Q: As a scientist, you are of course familiar with the ‘scientific method’ correct?

A: Yes

Q: The ‘scientific method’ requires you to rule out alternative hypotheses before you reach a conclusion, does it not?

A: Yes, it does.

Q: And to “rule out” something, means applying science to it just like you applied it to the samples given to you by the prosecution, correct?

A; Yes.

Q: But, in this case, you did not rule out soil samples taken from other areas than where the DA wanted, potentially relevant to your conclusions, did you?

A: No.

Q: And without testing those soil samples from those other areas, you have no way of scientifically knowing whether or not those untested areas, COULD be relevant to your conclusions here, do you?

A: Not really.

Q: In other words, you did not apply the scientific method in this case, did you?

A: Not exactly.

Q: In other words, your ‘scientific conclusions’ you gave to the jury a few minutes ago, was based upon pure speculation that those other areas contained no relevant evidence, correct?

A: If you say so.

Thus, from the field of jury dynamics, the first example [i.e., what was actually done at the trial] was merely the defense blowing smoke, meaning simply getting the scientific witness to admit not having done things and then later arguing that such failure created reasonable doubt, almost never works – something that experienced defense counsel know and appreciate. But, in the hypothetical second example, you “turn” the witness; you take her scientific credentials and experience to show that she didn’t use “good” or accepted scientific procedure; she did what any shill would do, what the prosecutor asked her to do; demonstrated beyond all doubt that the proper application of science BEFORE reaching any conclusions was to rule out alternative hypotheses or theories, and then argue that she has proven herself both scientifically unreliable by her own admissions and a biased, prosecution “smoke-blower.”

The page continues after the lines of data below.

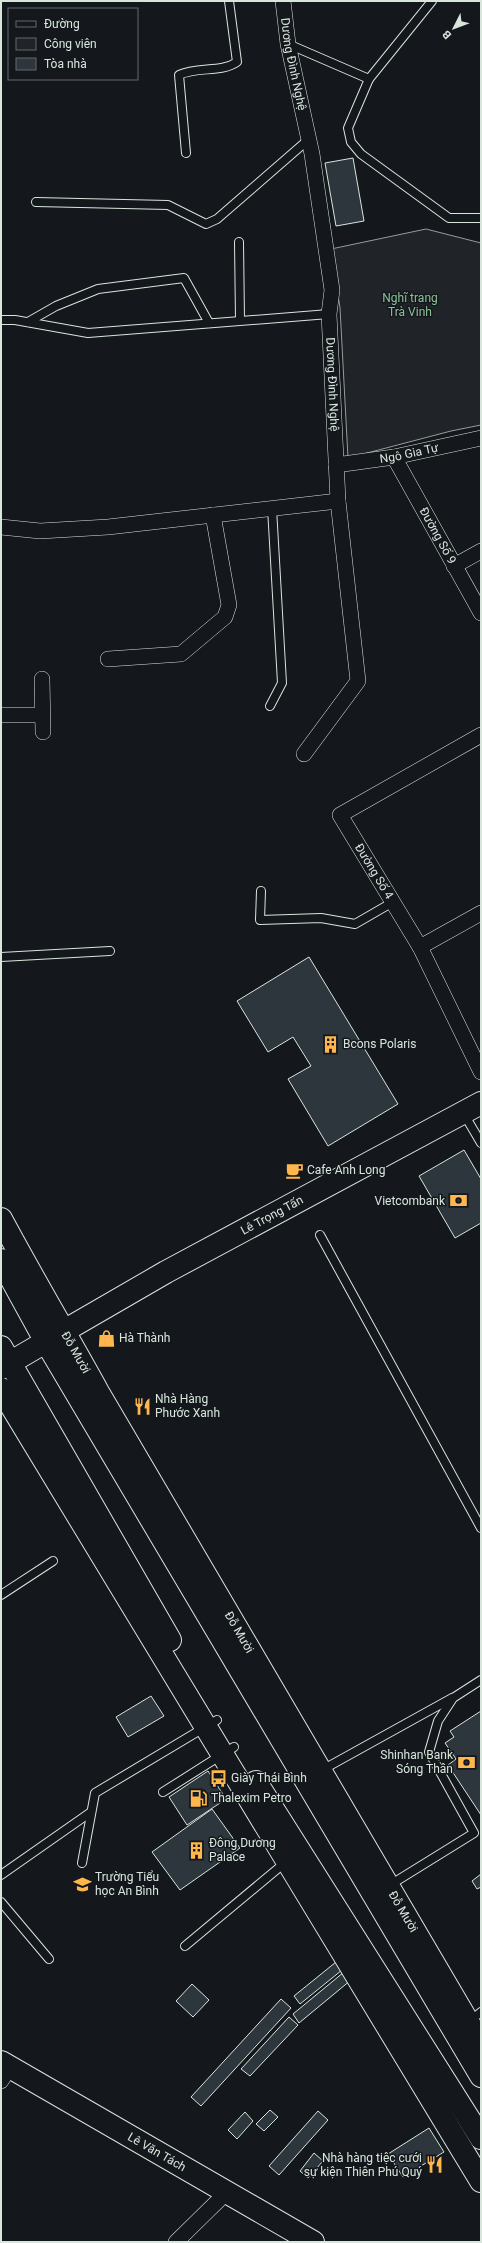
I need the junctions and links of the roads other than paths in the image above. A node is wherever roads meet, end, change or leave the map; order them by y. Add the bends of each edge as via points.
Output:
1 (229, 1) edge
2 (283, 1) edge
3 (432, 1) edge
4 (288, 44) junction
5 (369, 79) junction
6 (308, 139) junction
7 (186, 153) dead end
8 (36, 202) dead end
9 (481, 218) edge
10 (239, 242) dead end
11 (329, 314) junction
12 (1, 320) edge
13 (240, 320) junction
14 (28, 322) junction
15 (209, 323) junction
16 (481, 438) edge
17 (394, 457) junction
18 (336, 465) junction
19 (338, 501) junction
20 (272, 508) junction
21 (213, 515) junction
22 (1, 527) edge
23 (481, 551) edge
24 (454, 566) junction
25 (481, 614) edge
26 (108, 659) dead end
27 (42, 679) dead end
28 (270, 706) dead end
29 (1, 715) edge
30 (42, 715) junction
31 (43, 732) dead end
32 (481, 735) edge
33 (304, 754) dead end
34 (261, 891) dead end
35 (393, 902) junction
36 (481, 912) edge
37 (420, 946) junction
38 (110, 951) dead end
39 (1, 957) edge
40 (481, 1072) edge
41 (472, 1108) edge
42 (481, 1143) edge
43 (1, 1219) edge
44 (320, 1235) dead end
45 (1, 1260) edge
46 (64, 1331) junction
47 (46, 1342) junction
48 (4, 1360) edge
49 (1, 1389) edge
50 (481, 1528) edge
51 (53, 1560) dead end
52 (1, 1595) edge
53 (481, 1680) edge
54 (453, 1698) junction
55 (211, 1723) junction
56 (228, 1751) junction
57 (322, 1770) junction
58 (163, 1792) dead end
59 (91, 1812) junction
60 (288, 1860) junction
61 (82, 1863) dead end
62 (1, 1875) edge
63 (387, 1887) junction
64 (1, 1902) edge
65 (185, 1946) dead end
66 (49, 1959) dead end
67 (475, 2017) edge
68 (481, 2044) edge
69 (4, 2070) edge
70 (481, 2076) edge
71 (481, 2138) edge
72 (481, 2181) edge
73 (228, 2191) junction
74 (176, 2242) edge
75 (313, 2242) edge

1 - 7 lane via 237,62 230,67 199,69 180,76
2 - 4 street, Dương Đình Nghệ
3 - 5 lane
4 - 5 lane
4 - 6 street, Dương Đình Nghệ
5 - 9 lane via 348,128 351,142 361,154 448,218
6 - 8 lane via 217,219 206,224 168,205
6 - 11 street, Dương Đình Nghệ via 332,290
10 - 13 lane
11 - 13 lane
11 - 18 street, Dương Đình Nghệ
12 - 14 lane
13 - 15 lane
14 - 15 lane via 88,333
14 - 15 lane via 56,306 98,289 184,278
16 - 17 street, Ngô Gia Tự
17 - 18 street, Ngô Gia Tự
17 - 24 street, Đường Số 9
18 - 19 street, Dương Đình Nghệ
19 - 20 street
19 - 33 street, Dương Đình Nghệ via 358,681
20 - 21 street
20 - 28 lane via 282,683
21 - 22 street via 108,527 40,531
21 - 26 street via 230,605 224,617 181,654
23 - 24 street
24 - 25 street, Đường Số 9
27 - 30 street
29 - 30 street
30 - 31 street
32 - 35 street, Đường Số 4 via 340,815
34 - 35 lane via 260,920 320,918 355,924
35 - 37 street, Đường Số 4
36 - 37 street
37 - 40 street, Đường Số 4
38 - 39 lane
41 - 42 lane
41 - 46 main road, Lê Trọng Tấn via 166,1272
43 - 46 main road, Đỗ Mười via 42,1296
44 - 50 lane
45 - 47 main road, Đỗ Mười
46 - 47 main road, Lê Trọng Tấn
46 - 57 main road, Đỗ Mười
47 - 48 main road, Lê Trọng Tấn
47 - 70 main road, Đỗ Mười
48 - 55 main road
49 - 55 main road
51 - 52 lane
53 - 54 lane
54 - 57 lane
54 - 63 lane via 438,1721 429,1752 474,1833
55 - 56 main road
55 - 59 lane via 95,1793
56 - 58 lane
56 - 60 main road
56 - 71 main road via 301,1850
57 - 63 main road, Đỗ Mười
59 - 61 lane
59 - 62 lane
60 - 65 lane
60 - 72 main road
63 - 67 main road, Đỗ Mười
64 - 66 lane
67 - 68 main road, Đỗ Mười
69 - 73 main road, Lê Văn Tách
73 - 74 street
73 - 75 main road, Lê Văn Tách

Alternatively, this particular witness should never have been allowed to testify as an “expert” witness. Some 20 years ago, the US Supreme Court decided a case by the name of Daubert.

That case stands for the proposition that trial judges should exclude “junk science” from trials, and goes on to show that to be admissible, the testimony must be based upon sound scientific principles, been subject to peer review and done in a manner that others in the field can duplicate. To do this, the defense must object in advance of the trial, the judge is supposed to hold a Daubert hearing and make a ruling and if the defense loses, they need to again object to the testimony at trial to ensure that it framed / preserved for appellate review.

In the case at issue, that did not happen as far as I could ascertain – certainly there was no objections at trial, and the questioning by the defense was imo, demonstrative that no Daubert analysis / objections had been made. Why is this important? Because, in the case at issue, the ultimate testimony before the jury was misleading speculation, speculation that the defendant was “most likely” at the scene of the crime, when in fact, the evidence did not and could not show that. Furthermore, the so-called “scientific analysis” was not subjected to peer-review [i.e., review by other qualified scientists in the relevant field] until much later and SURPRISE, resulted in a significant change in the ultimate conclusion – one quite different than the impression given to the jury. But, there was no objection . . . .

WHY am I arguing about this? Social Science research has validated what good defense lawyers have long-known: “Providing a (single) very weak defense can raise confidence in the prosecution’s case because jurors might think, ‘‘if this is the best the defense can do, he must be guilty’’ But, add to this a SODDI [or TODDI] defense, i.e., “Some [This] Other Dude Did It” and point to the suspect, and the odds of a “not guilty” verdict increase dramatically. The BEST example of all of this in many, many years was Rick Kammen and Stacy Uliana’s brilliant defense of David Camm, e.g., exposing the charlatan prosecution “experts,” and establishing the SODDI defense that Bonehead was the perpetrator. Or, “the Plan B defense tactic of introducing an alternative suspect, even without changing evidence against the defendant, can make convictions held ‘‘to a moral certitude’’ crumble.”